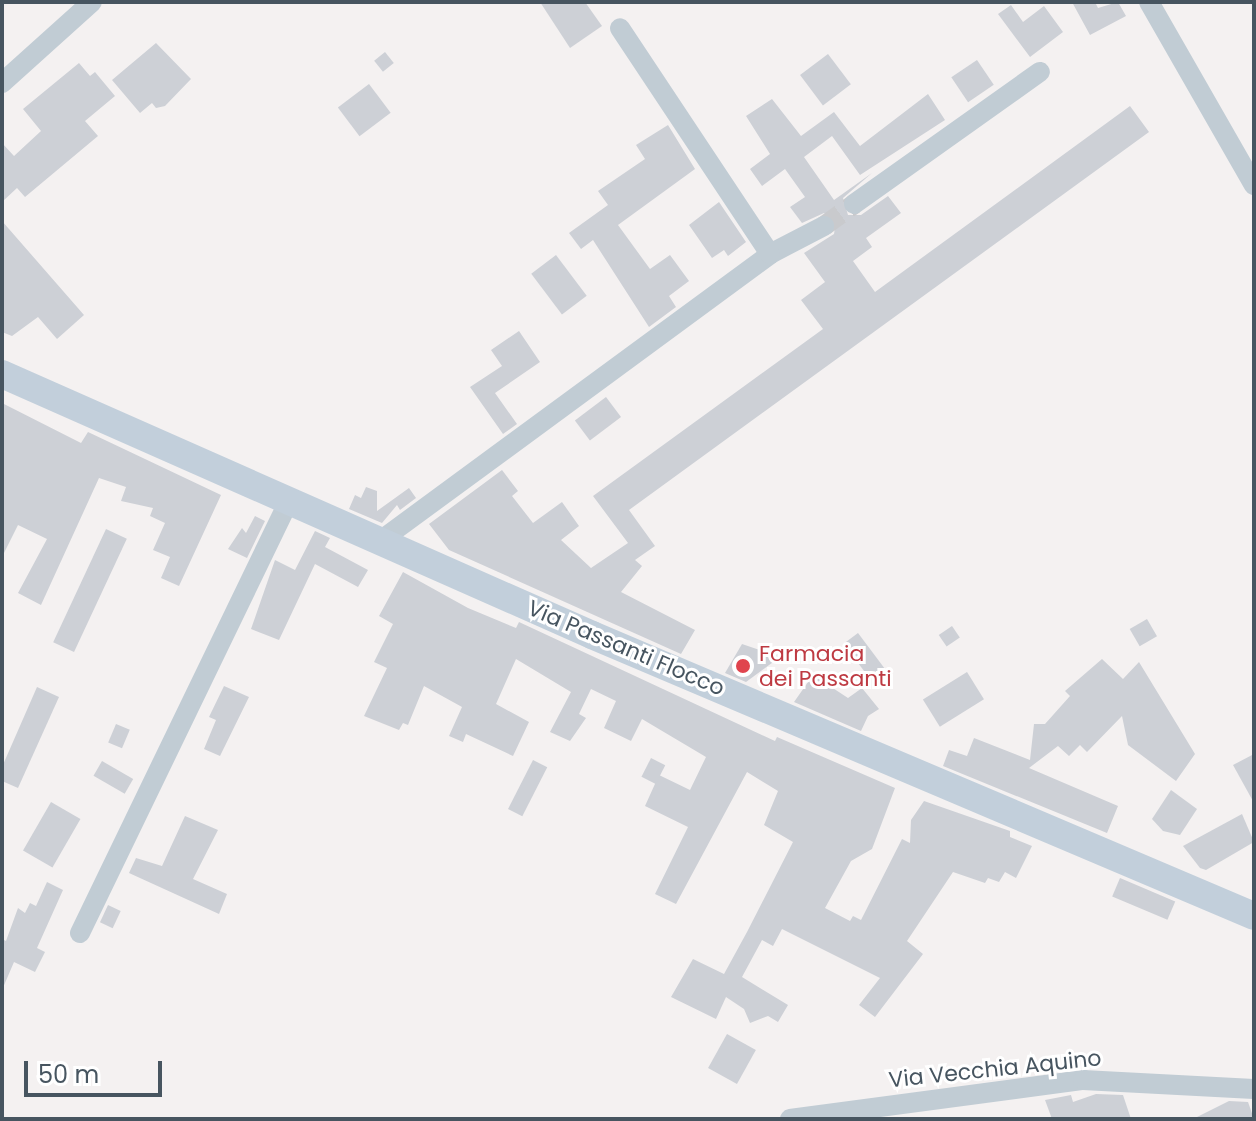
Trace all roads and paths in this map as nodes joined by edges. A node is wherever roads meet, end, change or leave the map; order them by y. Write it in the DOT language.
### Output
graph roads {
  1 [pos="92,2"];
  2 [pos="1149,2"];
  3 [pos="620,28"];
  4 [pos="1040,72"];
  5 [pos="2,83"];
  6 [pos="1254,185"];
  7 [pos="854,204"];
  8 [pos="824,226"];
  9 [pos="770,254"];
  10 [pos="2,374"];
  11 [pos="289,501"];
  12 [pos="380,541"];
  13 [pos="1254,916"];
  14 [pos="80,933"];
  15 [pos="1254,1089"];
  16 [pos="790,1119"];
  1 -- 5 [label="street"];
  2 -- 6 [label="street"];
  3 -- 9 [label="street"];
  4 -- 7 [label="street"];
  8 -- 9 [label="street"];
  9 -- 12 [label="street"];
  10 -- 11 [label="main road, Via Passanti Flocco"];
  11 -- 12 [label="main road, Via Passanti Flocco"];
  11 -- 14 [label="street"];
  12 -- 13 [label="main road, Via Passanti Flocco"];
  15 -- 16 [label="street, Via Vecchia Aquino"];
}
□ □ □
Task prompt: The data is to be printed again exactly, but without its pictures.

Expected output:
Trace all roads and paths in this map as nodes joined by edges. A node is wherever roads meet, end, change or leave the map; order them by y. Write it in the DOT language.
### Output
graph roads {
  1 [pos="92,2"];
  2 [pos="1149,2"];
  3 [pos="620,28"];
  4 [pos="1040,72"];
  5 [pos="2,83"];
  6 [pos="1254,185"];
  7 [pos="854,204"];
  8 [pos="824,226"];
  9 [pos="770,254"];
  10 [pos="2,374"];
  11 [pos="289,501"];
  12 [pos="380,541"];
  13 [pos="1254,916"];
  14 [pos="80,933"];
  15 [pos="1254,1089"];
  16 [pos="790,1119"];
  1 -- 5 [label="street"];
  2 -- 6 [label="street"];
  3 -- 9 [label="street"];
  4 -- 7 [label="street"];
  8 -- 9 [label="street"];
  9 -- 12 [label="street"];
  10 -- 11 [label="main road, Via Passanti Flocco"];
  11 -- 12 [label="main road, Via Passanti Flocco"];
  11 -- 14 [label="street"];
  12 -- 13 [label="main road, Via Passanti Flocco"];
  15 -- 16 [label="street, Via Vecchia Aquino"];
}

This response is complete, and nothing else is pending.